Coupled diamondoids can take temperatures in excess of 200 °C without decomposing

by Bethany Halford
September 19, 2011 | A version of this story appeared in Volume 89, Issue 38

A record has been set for the longest carbon-carbon bond in an alkane. A team led by Peter R. Schreiner of Germany’s Justus Liebig University, Giessen, and Andrey A. Fokin of Ukraine’s Kiev Polytechnic Institute report they have made an alkane with a C–C bond that’s 1.704 Å long (Nature, DOI: 10.1038/nature10367). Typical alkane C–C bonds measure 1.54 Å. The extra-long bond links two diamondoid structures (shown) and exhibits considerable strength, despite its length.
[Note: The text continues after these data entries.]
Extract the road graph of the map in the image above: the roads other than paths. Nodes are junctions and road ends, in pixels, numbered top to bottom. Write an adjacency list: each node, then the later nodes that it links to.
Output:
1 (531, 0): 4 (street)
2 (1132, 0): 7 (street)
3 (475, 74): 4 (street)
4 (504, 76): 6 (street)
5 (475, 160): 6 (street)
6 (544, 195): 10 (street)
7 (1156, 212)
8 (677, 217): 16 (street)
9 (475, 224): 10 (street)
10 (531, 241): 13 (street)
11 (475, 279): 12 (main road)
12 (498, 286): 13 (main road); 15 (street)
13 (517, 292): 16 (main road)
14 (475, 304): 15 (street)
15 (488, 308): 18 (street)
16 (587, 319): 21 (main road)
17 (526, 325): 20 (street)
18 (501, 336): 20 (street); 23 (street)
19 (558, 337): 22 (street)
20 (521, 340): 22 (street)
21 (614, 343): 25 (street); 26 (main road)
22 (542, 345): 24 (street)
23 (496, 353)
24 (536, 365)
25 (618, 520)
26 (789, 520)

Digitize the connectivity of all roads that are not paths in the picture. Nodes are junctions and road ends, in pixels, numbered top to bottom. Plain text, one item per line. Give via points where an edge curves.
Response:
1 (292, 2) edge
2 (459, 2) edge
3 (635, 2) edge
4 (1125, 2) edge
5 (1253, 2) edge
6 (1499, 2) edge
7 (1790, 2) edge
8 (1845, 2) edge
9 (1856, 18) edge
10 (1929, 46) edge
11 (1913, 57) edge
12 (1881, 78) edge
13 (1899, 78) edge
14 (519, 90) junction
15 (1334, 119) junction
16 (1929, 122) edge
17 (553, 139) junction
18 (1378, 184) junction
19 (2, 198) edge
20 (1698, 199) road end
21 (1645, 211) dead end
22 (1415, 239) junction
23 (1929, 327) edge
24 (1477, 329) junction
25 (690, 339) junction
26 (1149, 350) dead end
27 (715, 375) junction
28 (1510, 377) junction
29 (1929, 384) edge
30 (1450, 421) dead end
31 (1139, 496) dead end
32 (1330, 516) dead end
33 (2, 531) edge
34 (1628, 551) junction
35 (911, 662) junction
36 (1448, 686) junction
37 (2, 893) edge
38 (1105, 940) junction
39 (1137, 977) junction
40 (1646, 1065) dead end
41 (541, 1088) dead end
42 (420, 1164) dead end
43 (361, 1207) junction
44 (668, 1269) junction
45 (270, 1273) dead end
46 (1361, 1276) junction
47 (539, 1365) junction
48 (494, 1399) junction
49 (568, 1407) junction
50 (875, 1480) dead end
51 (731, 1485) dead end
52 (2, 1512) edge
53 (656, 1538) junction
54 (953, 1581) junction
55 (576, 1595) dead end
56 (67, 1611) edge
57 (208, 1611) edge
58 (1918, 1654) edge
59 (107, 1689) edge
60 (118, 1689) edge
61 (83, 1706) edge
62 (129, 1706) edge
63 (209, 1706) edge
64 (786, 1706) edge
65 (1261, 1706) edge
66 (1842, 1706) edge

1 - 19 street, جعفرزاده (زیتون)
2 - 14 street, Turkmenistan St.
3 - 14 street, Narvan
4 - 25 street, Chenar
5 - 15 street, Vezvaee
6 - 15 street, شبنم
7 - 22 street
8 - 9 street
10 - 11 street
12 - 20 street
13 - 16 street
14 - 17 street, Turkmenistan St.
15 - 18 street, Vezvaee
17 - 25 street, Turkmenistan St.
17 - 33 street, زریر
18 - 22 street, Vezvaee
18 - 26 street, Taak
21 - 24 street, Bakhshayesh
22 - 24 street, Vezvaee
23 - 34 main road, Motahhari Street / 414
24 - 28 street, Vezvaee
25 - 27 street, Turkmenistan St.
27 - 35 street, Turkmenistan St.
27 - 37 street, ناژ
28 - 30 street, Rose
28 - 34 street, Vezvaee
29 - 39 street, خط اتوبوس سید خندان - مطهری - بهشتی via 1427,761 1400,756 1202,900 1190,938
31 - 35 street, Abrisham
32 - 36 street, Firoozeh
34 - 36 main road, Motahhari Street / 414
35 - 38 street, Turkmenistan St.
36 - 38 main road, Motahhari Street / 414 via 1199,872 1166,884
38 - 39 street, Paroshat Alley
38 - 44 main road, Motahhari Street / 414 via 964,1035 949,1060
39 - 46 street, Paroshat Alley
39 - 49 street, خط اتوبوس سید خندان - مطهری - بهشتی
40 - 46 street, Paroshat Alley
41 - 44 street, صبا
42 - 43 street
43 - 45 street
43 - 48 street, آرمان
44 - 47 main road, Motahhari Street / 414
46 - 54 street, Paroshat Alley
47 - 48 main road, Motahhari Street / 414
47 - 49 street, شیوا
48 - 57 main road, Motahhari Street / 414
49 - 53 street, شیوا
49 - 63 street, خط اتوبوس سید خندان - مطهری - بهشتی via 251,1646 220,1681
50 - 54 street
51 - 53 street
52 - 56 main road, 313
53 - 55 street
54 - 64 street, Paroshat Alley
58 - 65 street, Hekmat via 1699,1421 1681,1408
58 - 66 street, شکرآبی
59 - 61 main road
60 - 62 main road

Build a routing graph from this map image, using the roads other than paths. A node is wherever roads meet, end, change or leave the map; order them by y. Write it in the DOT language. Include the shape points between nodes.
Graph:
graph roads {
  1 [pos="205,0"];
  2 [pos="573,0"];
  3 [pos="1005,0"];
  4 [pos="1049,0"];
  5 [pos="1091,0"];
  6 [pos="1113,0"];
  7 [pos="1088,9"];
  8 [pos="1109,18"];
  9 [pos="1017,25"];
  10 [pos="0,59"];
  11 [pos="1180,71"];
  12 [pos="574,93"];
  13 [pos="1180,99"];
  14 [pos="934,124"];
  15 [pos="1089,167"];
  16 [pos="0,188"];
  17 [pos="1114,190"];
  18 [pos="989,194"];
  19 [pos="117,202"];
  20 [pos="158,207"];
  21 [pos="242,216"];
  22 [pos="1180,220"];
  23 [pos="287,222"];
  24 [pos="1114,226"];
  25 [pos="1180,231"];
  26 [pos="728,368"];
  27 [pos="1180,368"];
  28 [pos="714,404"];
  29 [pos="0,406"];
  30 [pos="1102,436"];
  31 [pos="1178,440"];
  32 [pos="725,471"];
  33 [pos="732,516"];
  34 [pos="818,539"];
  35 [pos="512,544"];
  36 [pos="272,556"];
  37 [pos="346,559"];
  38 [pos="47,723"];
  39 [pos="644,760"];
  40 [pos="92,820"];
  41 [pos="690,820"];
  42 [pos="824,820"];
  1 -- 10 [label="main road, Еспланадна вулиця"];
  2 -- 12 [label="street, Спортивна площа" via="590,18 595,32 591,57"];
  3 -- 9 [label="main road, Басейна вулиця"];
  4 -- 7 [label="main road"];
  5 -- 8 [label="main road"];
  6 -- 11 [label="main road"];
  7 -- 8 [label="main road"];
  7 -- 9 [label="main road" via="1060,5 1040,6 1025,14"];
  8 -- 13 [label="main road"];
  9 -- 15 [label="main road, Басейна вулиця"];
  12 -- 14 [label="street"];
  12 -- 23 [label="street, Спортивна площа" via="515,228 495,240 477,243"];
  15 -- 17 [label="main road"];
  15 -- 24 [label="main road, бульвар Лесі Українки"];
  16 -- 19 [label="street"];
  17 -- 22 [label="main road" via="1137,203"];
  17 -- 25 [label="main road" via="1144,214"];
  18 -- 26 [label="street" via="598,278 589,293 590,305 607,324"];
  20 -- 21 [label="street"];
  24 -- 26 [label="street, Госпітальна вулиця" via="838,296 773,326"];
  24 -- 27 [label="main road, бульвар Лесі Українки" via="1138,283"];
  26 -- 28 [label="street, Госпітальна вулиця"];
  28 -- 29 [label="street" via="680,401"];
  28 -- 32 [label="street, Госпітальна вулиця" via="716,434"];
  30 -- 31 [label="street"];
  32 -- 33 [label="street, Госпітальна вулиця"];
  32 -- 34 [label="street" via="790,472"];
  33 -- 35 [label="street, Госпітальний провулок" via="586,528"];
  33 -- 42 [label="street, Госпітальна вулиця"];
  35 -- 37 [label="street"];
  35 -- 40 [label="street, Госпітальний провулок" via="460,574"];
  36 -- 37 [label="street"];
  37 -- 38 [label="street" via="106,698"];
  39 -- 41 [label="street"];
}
Noticeable decomposition of the material occurs only at temperatures above 200 °C. Schreiner, Fokin, and coworkers attribute this stability to intramolecular attractive dispersion interactions—also known as London forces—between hydrogen atoms on the surface of the diamondoids near the elongated C–C bond. They used quantum chemical computations to show that this is the case. “Our findings have consequences for understanding rotational barriers and thermodynamic preferences of branched alkanes over linear alkanes and for the design of structures using attractive dispersion interactions,” the researchers note.